**Assigned task:**
Work out how many lines in the records include the word "main", then answer with nothing but that number.
*** Excerpted data ***
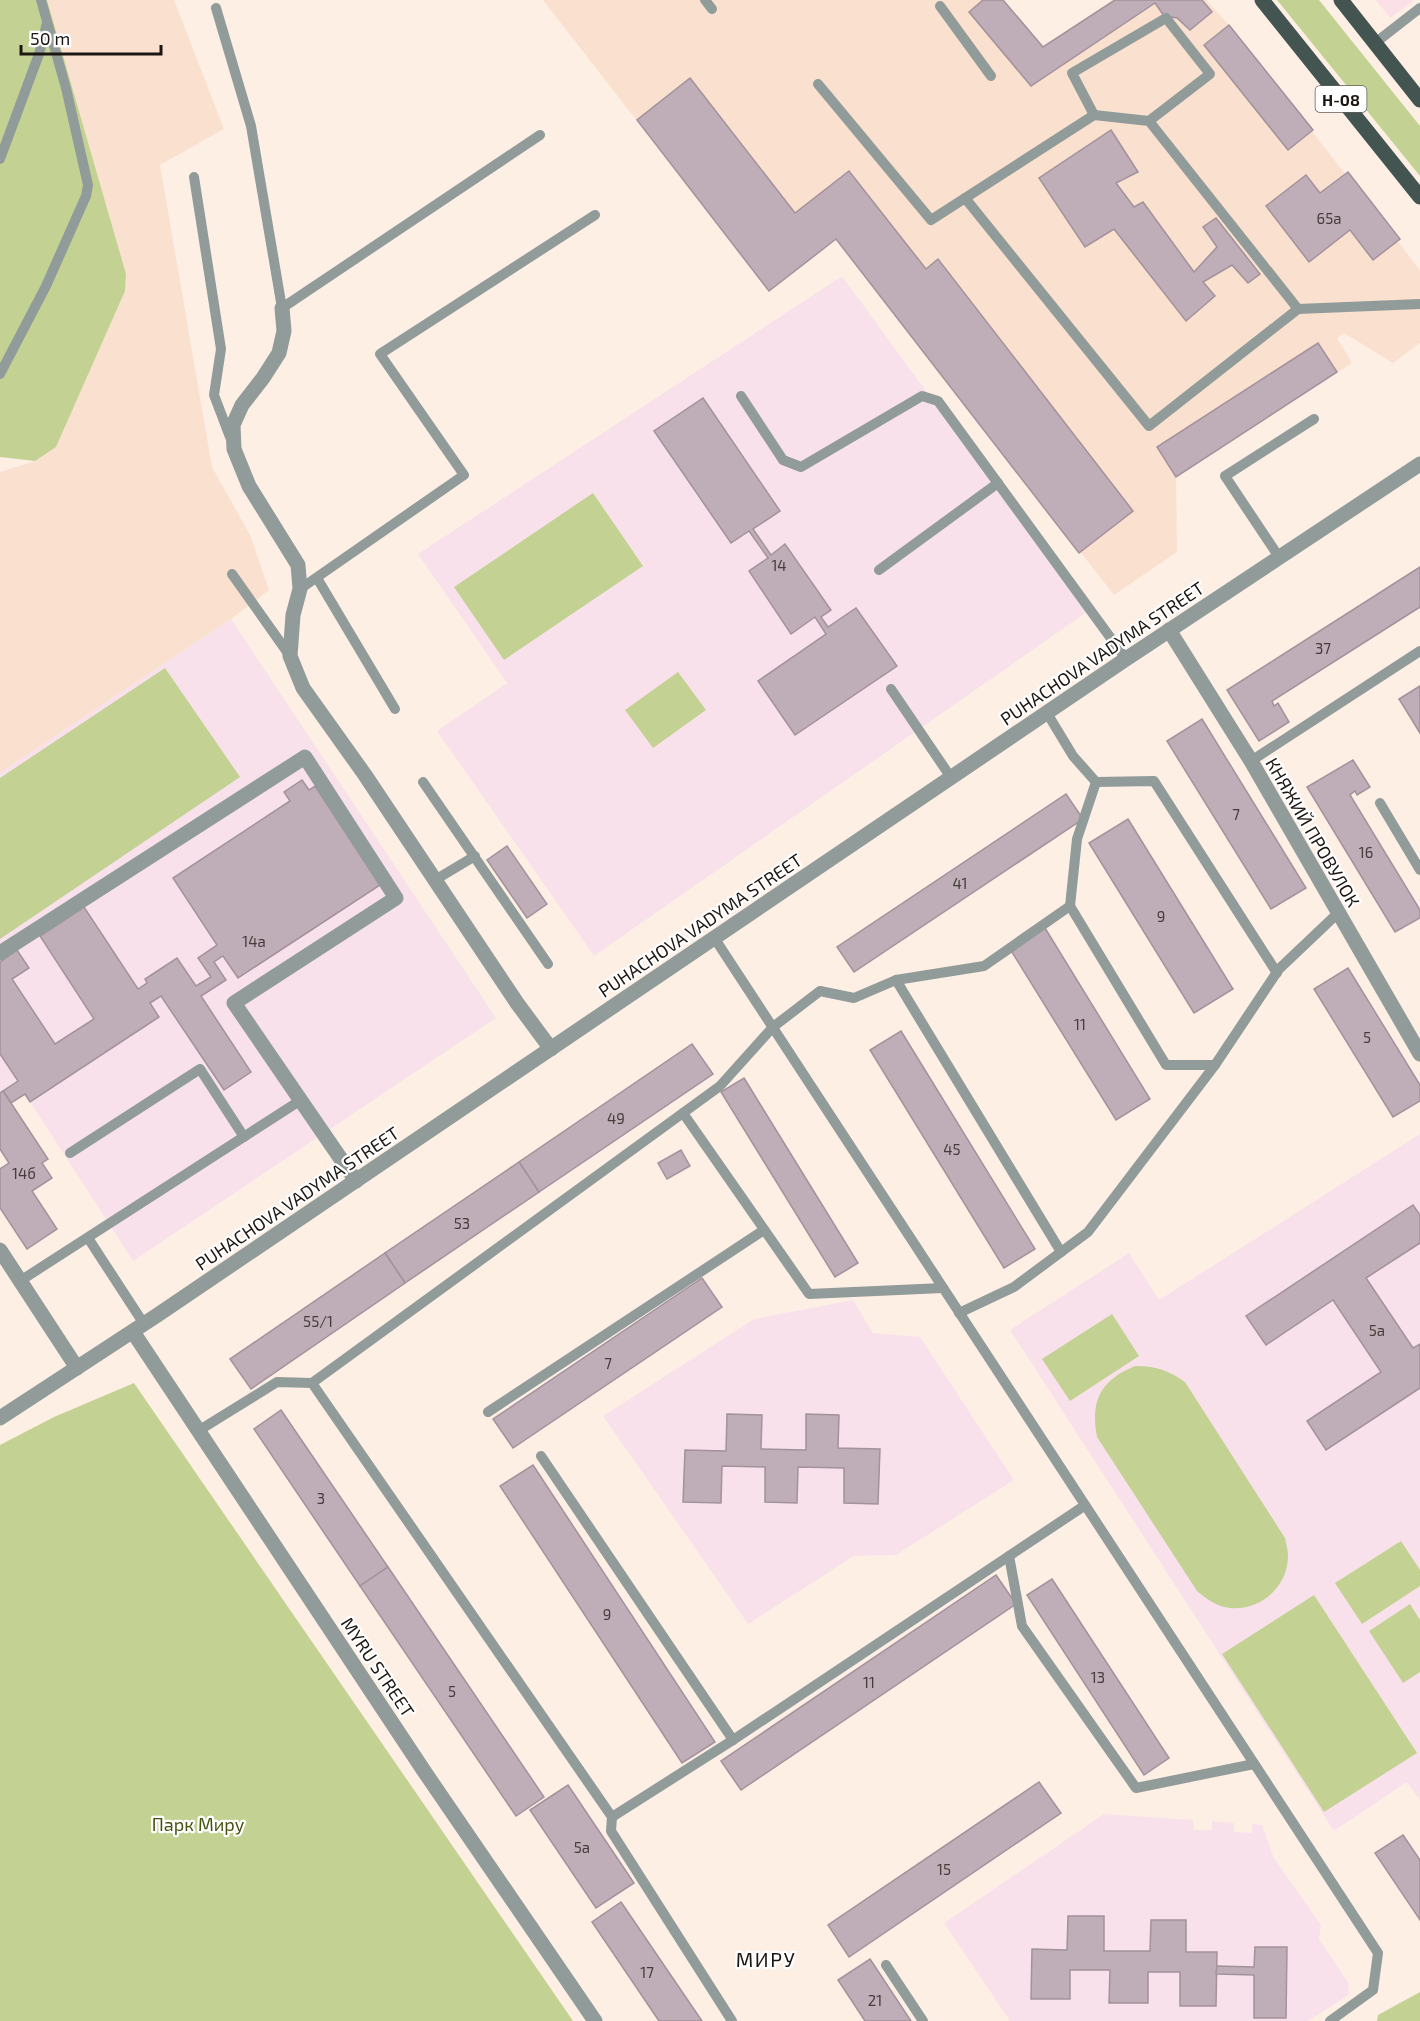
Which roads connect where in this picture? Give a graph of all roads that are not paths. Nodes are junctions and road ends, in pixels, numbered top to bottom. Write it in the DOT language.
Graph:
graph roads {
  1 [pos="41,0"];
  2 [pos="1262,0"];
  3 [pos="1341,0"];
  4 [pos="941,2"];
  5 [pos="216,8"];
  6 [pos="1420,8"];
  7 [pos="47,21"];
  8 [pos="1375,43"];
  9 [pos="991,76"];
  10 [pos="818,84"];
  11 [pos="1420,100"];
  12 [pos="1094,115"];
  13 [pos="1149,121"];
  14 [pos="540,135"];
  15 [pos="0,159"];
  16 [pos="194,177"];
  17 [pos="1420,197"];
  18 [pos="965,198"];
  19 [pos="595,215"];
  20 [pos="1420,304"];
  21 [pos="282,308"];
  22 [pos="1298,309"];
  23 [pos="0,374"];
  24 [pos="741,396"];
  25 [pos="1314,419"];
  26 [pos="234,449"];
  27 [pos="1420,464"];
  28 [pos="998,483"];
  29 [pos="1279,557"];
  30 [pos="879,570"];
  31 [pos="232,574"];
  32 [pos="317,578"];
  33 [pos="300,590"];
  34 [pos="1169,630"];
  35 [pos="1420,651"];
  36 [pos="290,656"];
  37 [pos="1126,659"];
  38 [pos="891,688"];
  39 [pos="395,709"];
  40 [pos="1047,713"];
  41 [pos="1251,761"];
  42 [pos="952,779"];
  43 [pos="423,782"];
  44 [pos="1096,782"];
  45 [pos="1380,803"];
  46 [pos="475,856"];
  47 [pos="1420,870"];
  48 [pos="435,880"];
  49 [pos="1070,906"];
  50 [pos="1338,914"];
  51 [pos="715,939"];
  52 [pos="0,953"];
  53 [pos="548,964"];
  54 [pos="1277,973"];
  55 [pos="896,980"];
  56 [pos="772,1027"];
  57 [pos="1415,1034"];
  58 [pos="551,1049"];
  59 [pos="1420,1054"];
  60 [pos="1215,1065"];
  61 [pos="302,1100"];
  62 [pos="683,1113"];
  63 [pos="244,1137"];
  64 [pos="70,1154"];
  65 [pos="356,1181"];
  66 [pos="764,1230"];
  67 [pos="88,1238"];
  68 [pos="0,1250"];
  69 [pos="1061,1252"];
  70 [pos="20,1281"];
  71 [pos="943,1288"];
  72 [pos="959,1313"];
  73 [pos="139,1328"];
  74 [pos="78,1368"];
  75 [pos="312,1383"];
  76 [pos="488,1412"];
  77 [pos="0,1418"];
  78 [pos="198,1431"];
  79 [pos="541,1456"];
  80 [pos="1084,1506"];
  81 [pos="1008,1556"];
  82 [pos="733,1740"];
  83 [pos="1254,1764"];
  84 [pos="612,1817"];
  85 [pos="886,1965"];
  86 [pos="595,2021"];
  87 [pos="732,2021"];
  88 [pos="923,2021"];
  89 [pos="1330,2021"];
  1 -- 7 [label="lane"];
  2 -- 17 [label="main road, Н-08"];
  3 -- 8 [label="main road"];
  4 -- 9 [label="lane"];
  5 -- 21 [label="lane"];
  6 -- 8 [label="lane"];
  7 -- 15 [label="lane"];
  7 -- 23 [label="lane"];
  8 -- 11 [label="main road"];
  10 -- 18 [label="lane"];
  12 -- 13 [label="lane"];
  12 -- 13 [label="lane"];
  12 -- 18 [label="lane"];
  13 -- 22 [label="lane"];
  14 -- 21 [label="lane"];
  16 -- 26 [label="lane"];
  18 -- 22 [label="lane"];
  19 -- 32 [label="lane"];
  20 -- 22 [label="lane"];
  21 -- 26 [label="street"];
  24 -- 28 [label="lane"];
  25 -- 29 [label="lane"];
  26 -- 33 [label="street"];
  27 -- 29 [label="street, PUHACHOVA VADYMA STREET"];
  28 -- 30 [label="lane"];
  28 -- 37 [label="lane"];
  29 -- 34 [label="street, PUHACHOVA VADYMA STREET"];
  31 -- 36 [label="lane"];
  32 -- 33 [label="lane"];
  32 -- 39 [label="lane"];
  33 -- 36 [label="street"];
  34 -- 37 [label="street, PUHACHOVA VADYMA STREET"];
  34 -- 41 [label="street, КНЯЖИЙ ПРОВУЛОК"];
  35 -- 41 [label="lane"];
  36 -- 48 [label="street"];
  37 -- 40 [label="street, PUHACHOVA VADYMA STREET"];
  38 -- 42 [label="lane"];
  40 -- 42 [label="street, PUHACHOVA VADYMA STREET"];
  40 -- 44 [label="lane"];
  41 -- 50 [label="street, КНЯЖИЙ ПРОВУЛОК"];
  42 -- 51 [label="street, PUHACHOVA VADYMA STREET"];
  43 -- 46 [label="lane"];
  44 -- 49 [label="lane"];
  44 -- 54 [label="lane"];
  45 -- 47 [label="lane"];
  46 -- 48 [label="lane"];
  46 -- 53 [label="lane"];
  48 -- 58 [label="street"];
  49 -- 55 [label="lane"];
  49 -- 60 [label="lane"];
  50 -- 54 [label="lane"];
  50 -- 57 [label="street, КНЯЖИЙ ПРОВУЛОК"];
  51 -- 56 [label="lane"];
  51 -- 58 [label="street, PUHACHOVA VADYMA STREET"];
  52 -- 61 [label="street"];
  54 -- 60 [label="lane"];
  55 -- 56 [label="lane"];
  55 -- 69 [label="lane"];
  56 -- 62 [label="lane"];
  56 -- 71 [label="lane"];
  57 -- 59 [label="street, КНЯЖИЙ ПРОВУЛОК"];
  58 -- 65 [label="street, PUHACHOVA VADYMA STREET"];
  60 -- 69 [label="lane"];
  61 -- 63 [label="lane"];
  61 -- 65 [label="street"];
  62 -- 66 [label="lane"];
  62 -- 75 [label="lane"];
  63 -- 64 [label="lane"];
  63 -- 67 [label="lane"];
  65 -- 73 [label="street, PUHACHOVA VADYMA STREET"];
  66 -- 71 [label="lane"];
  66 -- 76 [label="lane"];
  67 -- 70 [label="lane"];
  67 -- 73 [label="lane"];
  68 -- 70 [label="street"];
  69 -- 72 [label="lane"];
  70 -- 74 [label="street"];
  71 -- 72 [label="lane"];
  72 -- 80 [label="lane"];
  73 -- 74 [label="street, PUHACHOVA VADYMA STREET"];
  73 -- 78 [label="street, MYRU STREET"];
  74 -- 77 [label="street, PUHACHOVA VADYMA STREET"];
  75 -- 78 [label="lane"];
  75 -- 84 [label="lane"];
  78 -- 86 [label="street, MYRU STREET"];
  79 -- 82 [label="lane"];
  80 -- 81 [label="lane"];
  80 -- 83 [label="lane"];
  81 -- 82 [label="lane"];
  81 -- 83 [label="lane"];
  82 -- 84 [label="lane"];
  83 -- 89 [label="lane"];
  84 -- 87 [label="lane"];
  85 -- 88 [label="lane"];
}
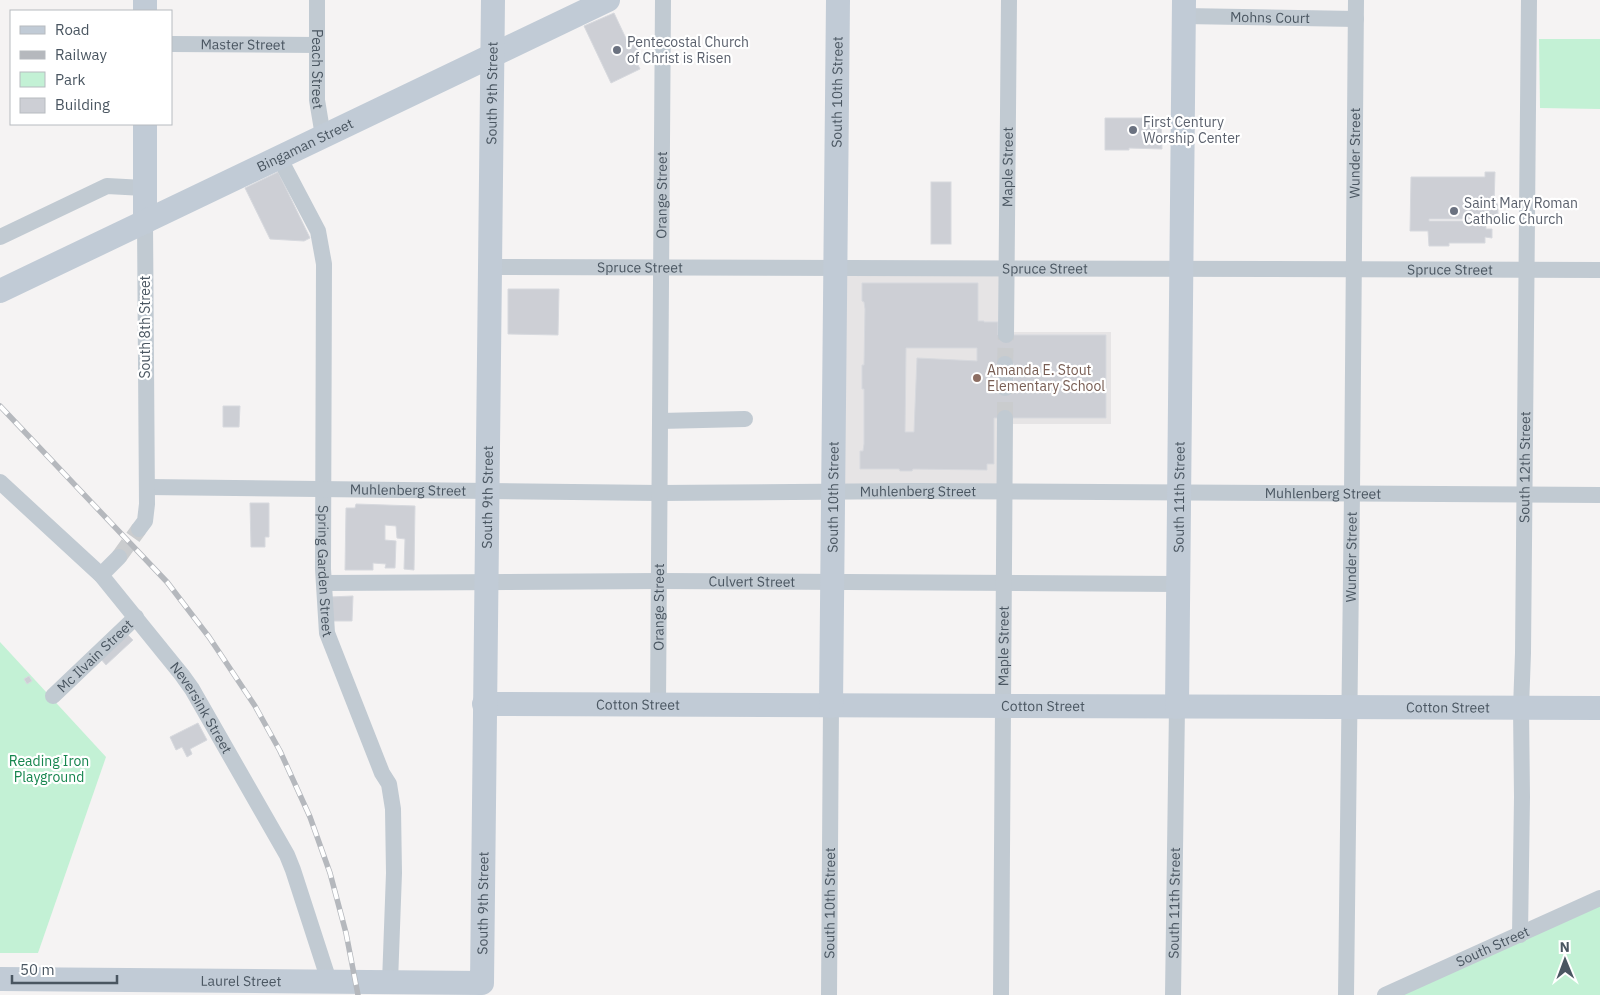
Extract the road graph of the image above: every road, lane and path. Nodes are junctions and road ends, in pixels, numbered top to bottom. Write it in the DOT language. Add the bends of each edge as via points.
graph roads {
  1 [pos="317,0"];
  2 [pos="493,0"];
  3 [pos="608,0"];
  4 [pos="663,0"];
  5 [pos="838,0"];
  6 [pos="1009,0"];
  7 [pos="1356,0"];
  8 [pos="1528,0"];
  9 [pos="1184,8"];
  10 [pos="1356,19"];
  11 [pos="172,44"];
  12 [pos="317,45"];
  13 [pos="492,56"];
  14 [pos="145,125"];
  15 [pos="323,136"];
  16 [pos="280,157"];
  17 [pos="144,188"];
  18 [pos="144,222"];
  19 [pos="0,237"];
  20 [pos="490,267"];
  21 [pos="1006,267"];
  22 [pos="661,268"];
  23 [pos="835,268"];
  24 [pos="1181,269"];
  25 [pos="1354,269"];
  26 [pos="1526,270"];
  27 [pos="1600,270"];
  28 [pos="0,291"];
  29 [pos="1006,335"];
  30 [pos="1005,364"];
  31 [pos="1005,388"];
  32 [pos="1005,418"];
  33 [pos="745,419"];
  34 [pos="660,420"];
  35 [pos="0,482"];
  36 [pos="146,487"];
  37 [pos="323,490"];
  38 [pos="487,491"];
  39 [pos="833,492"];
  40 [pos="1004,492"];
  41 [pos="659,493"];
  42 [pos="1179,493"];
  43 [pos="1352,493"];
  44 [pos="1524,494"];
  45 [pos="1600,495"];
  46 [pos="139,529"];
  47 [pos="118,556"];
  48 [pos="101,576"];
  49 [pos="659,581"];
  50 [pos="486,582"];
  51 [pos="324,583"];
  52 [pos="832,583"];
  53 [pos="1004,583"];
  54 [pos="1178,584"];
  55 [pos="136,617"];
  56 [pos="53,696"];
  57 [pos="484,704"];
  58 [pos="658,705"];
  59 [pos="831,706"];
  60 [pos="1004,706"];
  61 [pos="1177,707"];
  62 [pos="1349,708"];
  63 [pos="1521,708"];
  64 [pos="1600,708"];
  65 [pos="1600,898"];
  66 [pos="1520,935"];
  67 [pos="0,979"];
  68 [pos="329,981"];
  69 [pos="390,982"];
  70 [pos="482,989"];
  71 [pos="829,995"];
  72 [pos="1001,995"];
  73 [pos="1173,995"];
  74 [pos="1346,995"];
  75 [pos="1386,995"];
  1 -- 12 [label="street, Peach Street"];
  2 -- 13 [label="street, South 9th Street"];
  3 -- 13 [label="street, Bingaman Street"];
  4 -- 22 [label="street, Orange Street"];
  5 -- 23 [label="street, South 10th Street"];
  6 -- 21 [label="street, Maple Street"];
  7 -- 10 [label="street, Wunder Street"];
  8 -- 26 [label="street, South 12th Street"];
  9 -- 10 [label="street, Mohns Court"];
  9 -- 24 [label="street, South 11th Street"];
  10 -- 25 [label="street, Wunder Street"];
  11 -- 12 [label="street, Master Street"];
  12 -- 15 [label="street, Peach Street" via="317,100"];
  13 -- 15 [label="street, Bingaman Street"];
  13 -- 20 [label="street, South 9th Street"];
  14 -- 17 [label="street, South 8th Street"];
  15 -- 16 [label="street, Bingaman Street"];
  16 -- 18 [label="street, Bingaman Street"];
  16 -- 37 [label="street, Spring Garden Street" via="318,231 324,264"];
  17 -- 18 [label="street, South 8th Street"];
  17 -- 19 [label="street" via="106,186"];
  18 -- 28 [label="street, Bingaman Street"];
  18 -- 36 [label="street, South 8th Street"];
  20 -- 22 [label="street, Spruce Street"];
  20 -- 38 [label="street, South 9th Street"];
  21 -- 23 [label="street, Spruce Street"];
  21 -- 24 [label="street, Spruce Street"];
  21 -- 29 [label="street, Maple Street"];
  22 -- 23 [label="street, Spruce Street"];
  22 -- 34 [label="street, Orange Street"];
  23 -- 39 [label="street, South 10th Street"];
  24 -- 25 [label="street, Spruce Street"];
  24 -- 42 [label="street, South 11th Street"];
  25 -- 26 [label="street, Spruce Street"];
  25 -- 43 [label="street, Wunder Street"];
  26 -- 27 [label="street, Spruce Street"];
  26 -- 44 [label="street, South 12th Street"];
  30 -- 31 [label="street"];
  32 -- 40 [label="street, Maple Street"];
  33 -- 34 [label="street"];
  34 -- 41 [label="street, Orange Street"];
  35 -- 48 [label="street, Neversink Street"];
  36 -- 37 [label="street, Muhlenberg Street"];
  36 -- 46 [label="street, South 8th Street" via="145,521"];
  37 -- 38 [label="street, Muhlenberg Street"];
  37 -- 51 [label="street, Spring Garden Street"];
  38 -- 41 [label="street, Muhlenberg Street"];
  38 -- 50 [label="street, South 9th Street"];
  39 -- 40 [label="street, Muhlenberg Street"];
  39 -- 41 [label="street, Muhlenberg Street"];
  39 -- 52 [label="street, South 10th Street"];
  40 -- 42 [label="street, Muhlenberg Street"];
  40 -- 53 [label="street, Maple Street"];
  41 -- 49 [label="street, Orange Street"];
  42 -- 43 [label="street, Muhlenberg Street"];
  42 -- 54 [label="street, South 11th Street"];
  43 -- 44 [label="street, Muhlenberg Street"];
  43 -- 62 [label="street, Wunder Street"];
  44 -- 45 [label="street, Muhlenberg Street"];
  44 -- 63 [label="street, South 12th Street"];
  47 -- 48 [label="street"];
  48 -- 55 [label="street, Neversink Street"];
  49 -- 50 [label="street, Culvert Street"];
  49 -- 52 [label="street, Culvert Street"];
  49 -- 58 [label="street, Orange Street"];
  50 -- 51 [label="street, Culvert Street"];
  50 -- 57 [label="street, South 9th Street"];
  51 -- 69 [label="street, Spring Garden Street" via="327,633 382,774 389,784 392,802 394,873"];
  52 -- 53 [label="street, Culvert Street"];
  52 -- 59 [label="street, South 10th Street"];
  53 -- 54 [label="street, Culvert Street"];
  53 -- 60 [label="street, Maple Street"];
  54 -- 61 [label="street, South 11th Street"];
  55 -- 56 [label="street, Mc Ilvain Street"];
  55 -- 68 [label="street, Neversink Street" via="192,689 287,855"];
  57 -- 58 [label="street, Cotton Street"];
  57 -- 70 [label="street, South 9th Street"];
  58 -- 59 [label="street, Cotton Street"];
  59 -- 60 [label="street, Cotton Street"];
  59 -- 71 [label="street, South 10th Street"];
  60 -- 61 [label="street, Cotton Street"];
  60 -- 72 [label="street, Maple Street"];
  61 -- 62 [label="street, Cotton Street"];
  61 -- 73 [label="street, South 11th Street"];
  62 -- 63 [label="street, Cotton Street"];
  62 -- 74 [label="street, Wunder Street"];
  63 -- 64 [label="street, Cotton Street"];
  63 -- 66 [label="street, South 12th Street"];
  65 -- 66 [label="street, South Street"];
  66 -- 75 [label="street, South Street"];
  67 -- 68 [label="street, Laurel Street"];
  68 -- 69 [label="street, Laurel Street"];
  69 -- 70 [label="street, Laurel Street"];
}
*** End of Excerpted data ***
**Output of the task:**
3